UK employees spend less time in the workplace than those in other countries but still want more time out of the office, a new report has found.
The study by global workspace creation company Unispace revealed that every week, around a third (34%) of UK staff are in the office for four or more days, compared to half (50%) of the global workforce.
Returning for Good, a Unispace Global Workplace Insights report surveyed 6,650 business leaders and 9,500 employees across 17 countries. It discovered that just one in five (21%) of UK employees were happy to spend a minimum of four days in the office.
While just over half (53%) of UK staff anticipate having to be in the office a minimum of four days a week, nearly three-quarters (74%) of employers expect this will happen. According to Unispace, the disparity highlighted by the data suggests communication problems between employers and employees.
Lawrence Mohiuddine, CEO, EMEA, said: “Results from the UK highlight that employees are now in the driver’s seat and are better able to make demands of their employers more than ever before over where and how they choose to work. However, there is a clear lack of communication between employees and businesses, with views around future office returns and the impact of hybrid working on career progression differing between the two groups.
“Businesses need to find a way to strike the right balance to encourage people to form new habits and head into the office but, equally, employees need to be given a compelling reason to do so.”
The report further found that three-quarters of businesses believe hybrid workers may be less likely to benefit from career progression such as wage increases, bonuses and promotions, yet only 59% of individuals believe this would happen.
Additionally, UK employees reported the least company loyalty, at 68% compared to 77% globally, yet 74% of UK employers think their employees are dedicated to the business.

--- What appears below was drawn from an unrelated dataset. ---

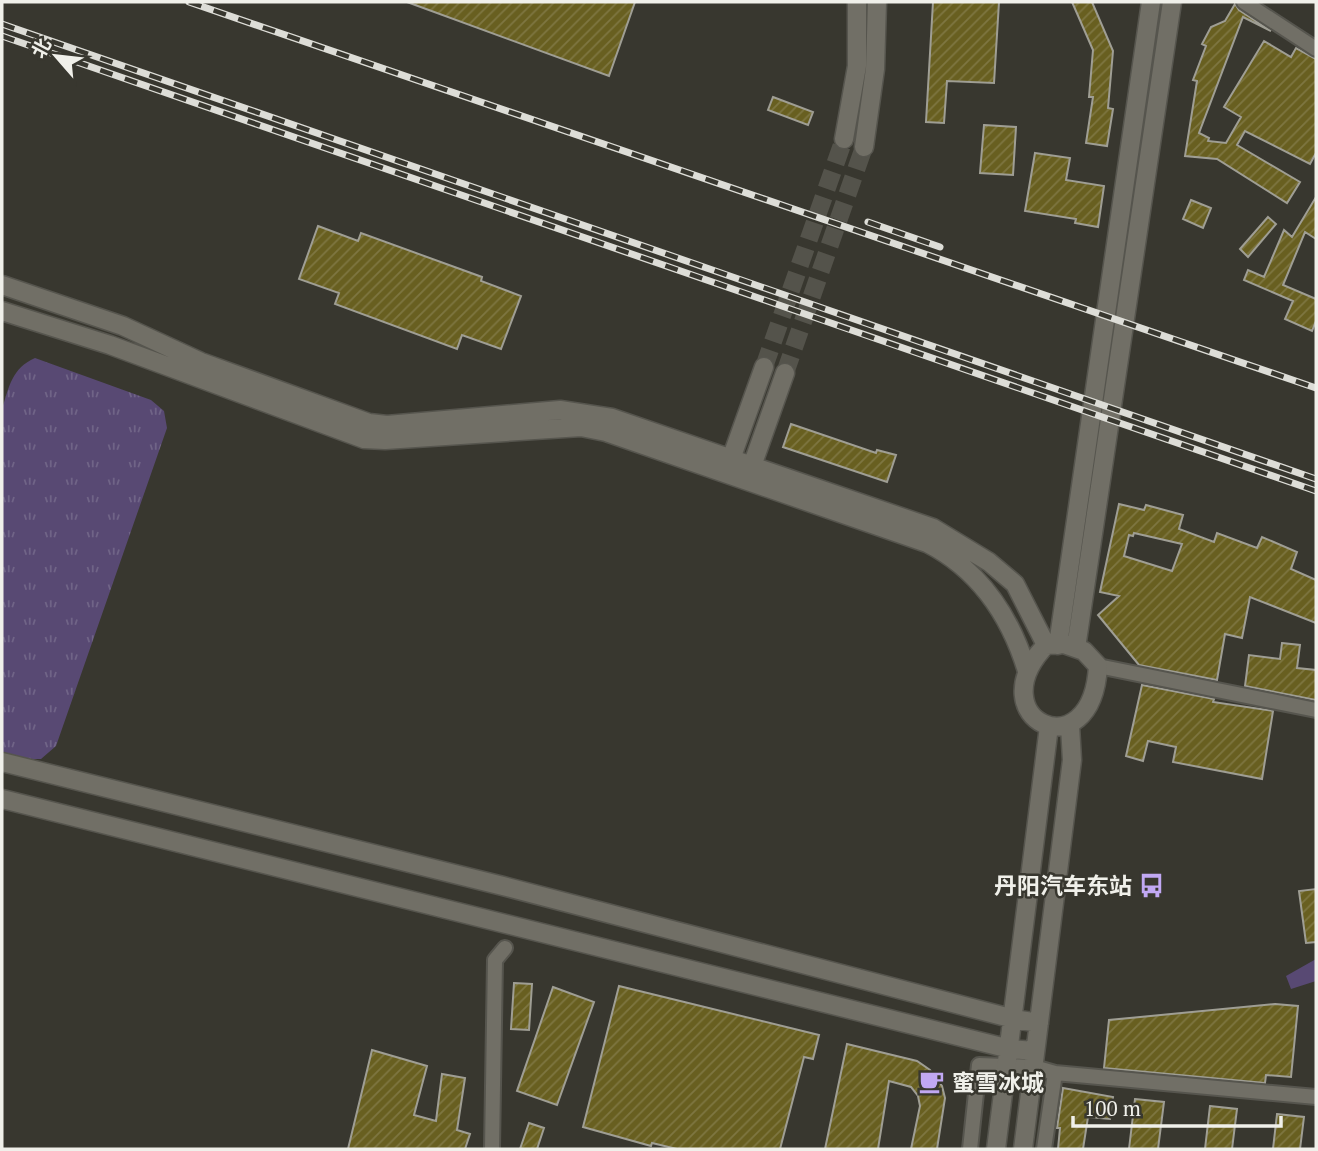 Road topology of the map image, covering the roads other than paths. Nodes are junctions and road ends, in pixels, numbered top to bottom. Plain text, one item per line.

Mohiuddine added: “With 58% of workers across the country still reluctant to return to the office, even if it impacts their career prospects, businesses will only continue to face recruitment and retention issues if they do not address the underlying challenges around workplace returns. This includes listening to what employees want in the UK, including creating more private spaces, mimicking the benefits of home working environments, whilst still gaining from the benefits of collaborative and social workspaces.”